## TASK STATEMENT:
Wherever a line in the material contains the word "nodes", copy that line.

## RECORDS FOR THE EXERCISE:
================

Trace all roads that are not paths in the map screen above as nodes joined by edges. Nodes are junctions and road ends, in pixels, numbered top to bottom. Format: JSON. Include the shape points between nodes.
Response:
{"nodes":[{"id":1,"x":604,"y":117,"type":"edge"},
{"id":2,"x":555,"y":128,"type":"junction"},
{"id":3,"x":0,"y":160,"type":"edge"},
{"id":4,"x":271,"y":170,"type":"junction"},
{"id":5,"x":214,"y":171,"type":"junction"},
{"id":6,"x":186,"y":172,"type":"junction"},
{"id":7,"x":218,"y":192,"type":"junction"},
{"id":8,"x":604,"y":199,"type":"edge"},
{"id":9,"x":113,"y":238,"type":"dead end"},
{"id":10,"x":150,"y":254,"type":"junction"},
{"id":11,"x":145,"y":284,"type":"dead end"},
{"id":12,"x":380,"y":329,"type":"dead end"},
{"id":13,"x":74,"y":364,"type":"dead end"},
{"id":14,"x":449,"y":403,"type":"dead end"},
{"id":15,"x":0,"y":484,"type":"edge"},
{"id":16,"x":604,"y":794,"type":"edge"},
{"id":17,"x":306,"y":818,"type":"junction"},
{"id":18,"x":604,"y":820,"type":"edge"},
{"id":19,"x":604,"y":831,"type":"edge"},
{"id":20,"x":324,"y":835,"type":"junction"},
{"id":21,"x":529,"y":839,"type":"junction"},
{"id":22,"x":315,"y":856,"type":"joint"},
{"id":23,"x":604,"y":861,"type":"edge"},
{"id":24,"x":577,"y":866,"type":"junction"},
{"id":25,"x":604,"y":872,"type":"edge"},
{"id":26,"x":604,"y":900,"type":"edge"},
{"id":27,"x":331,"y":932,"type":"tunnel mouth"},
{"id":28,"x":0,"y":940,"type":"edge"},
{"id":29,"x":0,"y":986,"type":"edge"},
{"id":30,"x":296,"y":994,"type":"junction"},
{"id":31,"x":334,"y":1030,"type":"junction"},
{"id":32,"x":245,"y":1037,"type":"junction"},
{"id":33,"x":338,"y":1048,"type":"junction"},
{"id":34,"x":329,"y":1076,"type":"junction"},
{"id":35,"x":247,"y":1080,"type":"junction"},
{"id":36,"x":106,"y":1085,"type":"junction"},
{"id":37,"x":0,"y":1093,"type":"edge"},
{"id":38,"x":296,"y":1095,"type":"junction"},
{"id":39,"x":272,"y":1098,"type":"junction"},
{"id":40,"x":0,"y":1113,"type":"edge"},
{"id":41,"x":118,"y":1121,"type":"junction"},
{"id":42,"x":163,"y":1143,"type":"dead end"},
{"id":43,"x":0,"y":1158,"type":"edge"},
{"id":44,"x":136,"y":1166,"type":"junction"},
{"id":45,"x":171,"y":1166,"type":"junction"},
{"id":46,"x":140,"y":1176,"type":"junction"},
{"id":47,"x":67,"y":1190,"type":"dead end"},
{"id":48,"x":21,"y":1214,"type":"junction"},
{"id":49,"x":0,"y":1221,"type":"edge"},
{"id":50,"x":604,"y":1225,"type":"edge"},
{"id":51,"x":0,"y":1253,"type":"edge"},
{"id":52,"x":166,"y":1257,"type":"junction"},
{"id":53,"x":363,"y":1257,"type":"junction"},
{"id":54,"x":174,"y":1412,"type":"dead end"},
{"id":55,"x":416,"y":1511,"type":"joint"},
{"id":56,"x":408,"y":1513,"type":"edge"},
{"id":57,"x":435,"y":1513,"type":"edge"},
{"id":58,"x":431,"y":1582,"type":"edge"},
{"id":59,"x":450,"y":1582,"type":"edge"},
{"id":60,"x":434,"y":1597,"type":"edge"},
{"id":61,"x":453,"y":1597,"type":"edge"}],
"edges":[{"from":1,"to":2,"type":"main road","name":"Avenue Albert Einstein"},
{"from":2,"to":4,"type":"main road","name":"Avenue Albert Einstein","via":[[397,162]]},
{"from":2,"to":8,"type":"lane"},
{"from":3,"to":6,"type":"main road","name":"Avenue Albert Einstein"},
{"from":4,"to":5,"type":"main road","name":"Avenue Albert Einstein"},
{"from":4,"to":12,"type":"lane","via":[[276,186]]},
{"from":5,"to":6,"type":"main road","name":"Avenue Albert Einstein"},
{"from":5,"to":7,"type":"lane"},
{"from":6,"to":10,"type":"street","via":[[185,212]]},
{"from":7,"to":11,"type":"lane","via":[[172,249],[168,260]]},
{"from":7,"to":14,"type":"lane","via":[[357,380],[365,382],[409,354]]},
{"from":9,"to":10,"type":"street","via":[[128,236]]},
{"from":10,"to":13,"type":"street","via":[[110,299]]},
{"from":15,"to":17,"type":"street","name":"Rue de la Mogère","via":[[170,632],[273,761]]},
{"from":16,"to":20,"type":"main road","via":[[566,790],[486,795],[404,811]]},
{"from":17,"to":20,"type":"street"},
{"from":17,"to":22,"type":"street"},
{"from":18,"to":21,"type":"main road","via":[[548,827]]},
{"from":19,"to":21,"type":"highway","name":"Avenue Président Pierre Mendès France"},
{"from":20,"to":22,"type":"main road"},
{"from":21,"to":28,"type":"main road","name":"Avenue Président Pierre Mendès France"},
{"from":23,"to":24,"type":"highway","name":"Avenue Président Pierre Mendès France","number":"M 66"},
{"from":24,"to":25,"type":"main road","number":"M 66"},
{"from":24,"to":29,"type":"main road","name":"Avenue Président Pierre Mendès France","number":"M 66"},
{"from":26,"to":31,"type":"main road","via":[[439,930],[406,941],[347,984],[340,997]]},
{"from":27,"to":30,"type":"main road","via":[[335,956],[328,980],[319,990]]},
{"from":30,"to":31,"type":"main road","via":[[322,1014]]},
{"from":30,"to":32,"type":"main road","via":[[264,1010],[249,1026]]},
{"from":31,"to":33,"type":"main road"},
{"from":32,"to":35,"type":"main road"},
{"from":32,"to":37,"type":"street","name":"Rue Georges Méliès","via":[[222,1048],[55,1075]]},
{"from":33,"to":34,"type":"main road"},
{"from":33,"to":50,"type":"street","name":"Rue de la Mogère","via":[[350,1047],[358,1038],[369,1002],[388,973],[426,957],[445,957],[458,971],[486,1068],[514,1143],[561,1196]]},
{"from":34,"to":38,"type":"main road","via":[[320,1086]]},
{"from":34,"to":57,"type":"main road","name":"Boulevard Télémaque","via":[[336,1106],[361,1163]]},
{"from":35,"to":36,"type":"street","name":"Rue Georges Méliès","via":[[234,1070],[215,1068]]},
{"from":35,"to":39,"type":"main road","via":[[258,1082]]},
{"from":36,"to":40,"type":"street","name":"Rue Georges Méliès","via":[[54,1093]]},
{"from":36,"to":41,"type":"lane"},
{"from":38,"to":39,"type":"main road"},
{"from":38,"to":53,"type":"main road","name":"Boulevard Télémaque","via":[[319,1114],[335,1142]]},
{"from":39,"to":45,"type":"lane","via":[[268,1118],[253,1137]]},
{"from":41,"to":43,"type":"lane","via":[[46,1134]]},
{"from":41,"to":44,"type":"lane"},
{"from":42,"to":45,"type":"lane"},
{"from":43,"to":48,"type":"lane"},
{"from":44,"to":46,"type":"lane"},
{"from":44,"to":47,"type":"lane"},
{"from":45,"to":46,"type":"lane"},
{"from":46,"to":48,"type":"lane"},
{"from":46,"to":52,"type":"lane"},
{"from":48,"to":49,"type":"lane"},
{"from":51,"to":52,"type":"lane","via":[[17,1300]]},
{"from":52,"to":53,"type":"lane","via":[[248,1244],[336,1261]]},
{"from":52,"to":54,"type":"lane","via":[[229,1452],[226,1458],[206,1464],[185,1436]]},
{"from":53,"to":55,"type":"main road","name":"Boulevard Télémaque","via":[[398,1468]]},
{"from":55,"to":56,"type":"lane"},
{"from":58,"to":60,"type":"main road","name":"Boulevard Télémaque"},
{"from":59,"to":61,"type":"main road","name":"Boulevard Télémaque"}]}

================

## ANSWER SECTION:
Trace all roads that are not paths in the map screen above as nodes joined by edges. Nodes are junctions and road ends, in pixels, numbered top to bottom. Format: JSON. Include the shape points between nodes.
{"nodes":[{"id":1,"x":604,"y":117,"type":"edge"},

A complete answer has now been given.